DANNY WILSON may have been in the management game for almost two decades, but he is crystal-clear on one thing.
Namely that the rebuilding job he will undertake this summer at Barnsley represents the biggest of his long career in the dug-out, which started at his current place of employment back in June 1994.
Since returning for a second spell in charge of the Reds last December, the 54-year-old’s managerial odyssey has taken in six other clubs.
But the amount of work in his in-tray at Oakwell this close season promises to afford him hardly any time for rest and recuperation in the summer months and you sense Wilson would not have it any other way.
As an exercise, it’s probably more worthwhile stating which players remain under contract beyond June than who doesn’t.
Including young professionals, 16 players see their deals expire, while loanees Jack Hunt, Marcus Pedersen, Nick Proschwitz, Ryan McLaughlin and Peter Ramage return to their parent clubs.
Senior players such as Luke Steele, Dale Jennings, Chris O’Grady and Martin Cranie -–among their club’s higher earners – remain under contract.
But given that the club will be bound by the Salary Cap Management Protocol, which limits League One sides to spending 60 per cent of their turnover on wages from July 1, some are expected to be moved on – with relegation from the Championship effectively costing the club £6m.
All told, Barnsley’s playing squad won’t just undergo minor surgery this summer, but something like a drastic overhaul and if it means taking unpopular decisions for the greater good, Wilson won’t shy away from it.
The first part of Wilson’s brave new dawn will be revealed by the middle of next week when he announces his retained list and the odds are on it not being a considerably long one.
On the extent of the task ahead of him, Wilson, whose side pull down the curtain on a desperately disappointing 2013-14 campaign at home to QPR tomorrow – a season which culminated in relegation last weekend – said: “Yes, I would say it’s my biggest rebuilding job as a manager.
“The decisions I make will not always be easy decisions. There are going to be some popular ones and some unpopular ones. But the bottom line is we are doing it for the football club.
“I am sure some have a favourite. Some will have a favourite who might leave and some will see some leave who they don’t like and won’t bother about him.
“But personalities will not come into this. We have got to make sure we make some very big decisions strongly and confidently.
“I think if some people see some decisions as a surprise, they will have to look at the bigger picture.
“The Salary Cap protocol we have to adhere to is very tough at times. But we don’t have any choice in the matter.
“The board of directors will give us guidance in certain areas as well. It’s a massive overhaul, but we knew this was going to happen and would have to be addressed at some stage.
“Sometimes, you can start from afresh and we’ve got a clean piece of paper in front of us to some degree. Hopefully, from there, we can start to build.”
Barnsley supporters may not have long to wait to find out who Wilson wants to keep and build his side around in 2014-15, their first campaign in League One in nine seasons, but the Reds chief admits his list isn’t quite cut and dried yet.
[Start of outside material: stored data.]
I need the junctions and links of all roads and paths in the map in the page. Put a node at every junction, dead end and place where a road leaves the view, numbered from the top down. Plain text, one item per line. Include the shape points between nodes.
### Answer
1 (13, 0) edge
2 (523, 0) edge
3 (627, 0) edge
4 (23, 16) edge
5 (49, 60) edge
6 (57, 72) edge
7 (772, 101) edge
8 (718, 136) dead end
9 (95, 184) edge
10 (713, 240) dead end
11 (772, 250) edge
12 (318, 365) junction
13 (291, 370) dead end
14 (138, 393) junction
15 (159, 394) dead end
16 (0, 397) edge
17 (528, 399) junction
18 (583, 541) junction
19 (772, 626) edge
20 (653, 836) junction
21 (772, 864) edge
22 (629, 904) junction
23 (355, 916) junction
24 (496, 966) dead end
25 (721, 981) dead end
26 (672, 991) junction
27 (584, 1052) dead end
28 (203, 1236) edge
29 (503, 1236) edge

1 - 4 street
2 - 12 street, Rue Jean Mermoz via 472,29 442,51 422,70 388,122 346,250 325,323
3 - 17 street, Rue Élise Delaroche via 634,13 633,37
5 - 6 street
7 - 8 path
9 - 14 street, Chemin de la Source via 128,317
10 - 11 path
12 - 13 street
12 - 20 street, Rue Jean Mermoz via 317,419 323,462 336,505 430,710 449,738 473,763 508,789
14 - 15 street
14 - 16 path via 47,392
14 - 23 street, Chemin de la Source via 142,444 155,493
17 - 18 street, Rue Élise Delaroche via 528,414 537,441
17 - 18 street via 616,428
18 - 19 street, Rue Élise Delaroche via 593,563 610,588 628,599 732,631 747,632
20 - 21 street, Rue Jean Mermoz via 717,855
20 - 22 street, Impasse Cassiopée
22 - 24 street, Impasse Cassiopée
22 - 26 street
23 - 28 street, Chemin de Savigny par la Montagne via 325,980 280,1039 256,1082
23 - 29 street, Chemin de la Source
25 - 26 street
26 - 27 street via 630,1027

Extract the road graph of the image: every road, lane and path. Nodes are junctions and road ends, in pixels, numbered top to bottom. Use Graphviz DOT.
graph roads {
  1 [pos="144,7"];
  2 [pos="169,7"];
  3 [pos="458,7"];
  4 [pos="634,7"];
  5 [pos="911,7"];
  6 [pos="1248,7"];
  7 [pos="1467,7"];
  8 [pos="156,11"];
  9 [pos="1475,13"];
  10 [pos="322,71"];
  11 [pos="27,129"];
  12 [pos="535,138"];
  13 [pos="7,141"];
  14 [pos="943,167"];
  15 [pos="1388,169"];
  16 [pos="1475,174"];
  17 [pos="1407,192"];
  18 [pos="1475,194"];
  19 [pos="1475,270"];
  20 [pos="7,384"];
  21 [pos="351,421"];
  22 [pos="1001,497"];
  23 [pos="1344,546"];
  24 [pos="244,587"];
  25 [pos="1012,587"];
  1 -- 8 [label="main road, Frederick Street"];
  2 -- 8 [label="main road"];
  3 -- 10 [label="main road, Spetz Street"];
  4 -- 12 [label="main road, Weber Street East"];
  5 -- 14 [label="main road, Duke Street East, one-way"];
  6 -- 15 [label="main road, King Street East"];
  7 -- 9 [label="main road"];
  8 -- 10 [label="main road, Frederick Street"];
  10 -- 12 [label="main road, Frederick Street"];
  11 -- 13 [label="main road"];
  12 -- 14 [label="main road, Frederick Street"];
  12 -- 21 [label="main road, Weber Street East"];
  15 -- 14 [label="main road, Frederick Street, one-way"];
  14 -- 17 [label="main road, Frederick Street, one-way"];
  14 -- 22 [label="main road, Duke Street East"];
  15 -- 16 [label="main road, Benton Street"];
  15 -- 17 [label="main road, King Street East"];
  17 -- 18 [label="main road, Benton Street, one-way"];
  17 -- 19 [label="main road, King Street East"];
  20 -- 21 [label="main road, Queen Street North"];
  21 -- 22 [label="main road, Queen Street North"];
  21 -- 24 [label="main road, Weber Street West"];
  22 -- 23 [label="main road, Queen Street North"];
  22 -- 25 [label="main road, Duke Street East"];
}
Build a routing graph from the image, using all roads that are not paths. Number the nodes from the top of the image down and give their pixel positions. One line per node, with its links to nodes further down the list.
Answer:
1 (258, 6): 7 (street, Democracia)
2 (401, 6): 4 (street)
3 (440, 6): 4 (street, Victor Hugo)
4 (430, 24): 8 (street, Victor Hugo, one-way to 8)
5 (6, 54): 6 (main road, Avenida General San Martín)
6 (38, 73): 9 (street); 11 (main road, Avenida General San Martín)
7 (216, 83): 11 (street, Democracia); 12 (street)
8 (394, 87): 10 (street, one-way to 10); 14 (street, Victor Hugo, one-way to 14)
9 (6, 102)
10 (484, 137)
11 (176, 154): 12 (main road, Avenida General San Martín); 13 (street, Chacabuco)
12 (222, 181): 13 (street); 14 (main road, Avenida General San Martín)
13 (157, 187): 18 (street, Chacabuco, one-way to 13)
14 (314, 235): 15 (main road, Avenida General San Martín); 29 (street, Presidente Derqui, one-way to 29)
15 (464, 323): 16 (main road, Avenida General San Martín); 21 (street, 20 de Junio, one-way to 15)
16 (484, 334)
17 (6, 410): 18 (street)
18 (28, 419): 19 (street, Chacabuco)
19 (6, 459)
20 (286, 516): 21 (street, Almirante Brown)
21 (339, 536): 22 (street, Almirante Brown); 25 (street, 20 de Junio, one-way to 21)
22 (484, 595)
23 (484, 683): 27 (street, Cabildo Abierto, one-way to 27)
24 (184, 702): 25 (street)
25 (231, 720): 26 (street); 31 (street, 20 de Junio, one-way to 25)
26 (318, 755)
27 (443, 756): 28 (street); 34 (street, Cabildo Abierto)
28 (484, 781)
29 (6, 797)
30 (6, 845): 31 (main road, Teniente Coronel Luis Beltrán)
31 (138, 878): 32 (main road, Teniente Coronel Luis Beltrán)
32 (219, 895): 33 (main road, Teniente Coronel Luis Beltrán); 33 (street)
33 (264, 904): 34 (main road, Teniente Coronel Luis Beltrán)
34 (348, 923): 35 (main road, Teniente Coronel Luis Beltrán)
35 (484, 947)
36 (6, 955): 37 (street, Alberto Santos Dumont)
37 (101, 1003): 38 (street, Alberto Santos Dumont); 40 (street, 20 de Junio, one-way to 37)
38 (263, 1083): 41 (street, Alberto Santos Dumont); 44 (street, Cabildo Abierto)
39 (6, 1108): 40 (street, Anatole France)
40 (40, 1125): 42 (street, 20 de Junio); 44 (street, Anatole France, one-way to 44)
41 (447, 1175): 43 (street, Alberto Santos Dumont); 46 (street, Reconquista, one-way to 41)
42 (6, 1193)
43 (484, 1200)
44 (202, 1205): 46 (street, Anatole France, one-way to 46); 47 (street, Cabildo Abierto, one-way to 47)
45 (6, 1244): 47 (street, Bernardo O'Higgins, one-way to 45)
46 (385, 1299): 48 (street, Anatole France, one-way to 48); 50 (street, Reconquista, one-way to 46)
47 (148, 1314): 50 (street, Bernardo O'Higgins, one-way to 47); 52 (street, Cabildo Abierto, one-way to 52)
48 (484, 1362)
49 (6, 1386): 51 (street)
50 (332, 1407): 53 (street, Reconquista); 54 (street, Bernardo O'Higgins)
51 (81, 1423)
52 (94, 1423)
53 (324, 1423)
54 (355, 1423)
Wilson has yet to decide the fate of all players and whether to offer some a deal or not and has revealed that the Reds’ seasonal finale at Oakwell could represent a final ‘audition’ for certain players.
Wilson will name one or two young players on the bench, with Ramage pencilled in to start as he says his farewells to Oakwell before returning to parent club Crystal Palace
He added: “There’s one or two issues to still be decided and the game this weekend might just provide us with an answer, one way or the other.
“There’s still a lot to play for one way or the other. While we also want to hopefully send the fans away on a high note against arguably the best squad in the division.”
Meanwhile, Wilson, only resident at Oakwell for half a season, insists he will take the blame for the club’s relegation, despite the Reds being entrenched in the drop zone prior to his arrival just before Christmas.
Those who know the Reds chief will realise it has never been his style to shirk challenges or not front up, with assuming personal responsibilty for failing to turn the tide something he feels he must take on the chin.
He added: “I was at the helm. It’s down to me, nobody else.
“People will turn around and say: ‘well, it’s not your fault.’ Yes, it is my fault, I am manager of a football club.
“Whether I was here when we were bottom of the league or before, it doesn’t matter.
“I am going to try and rectify it next year to give a bit of pride back to the football club.”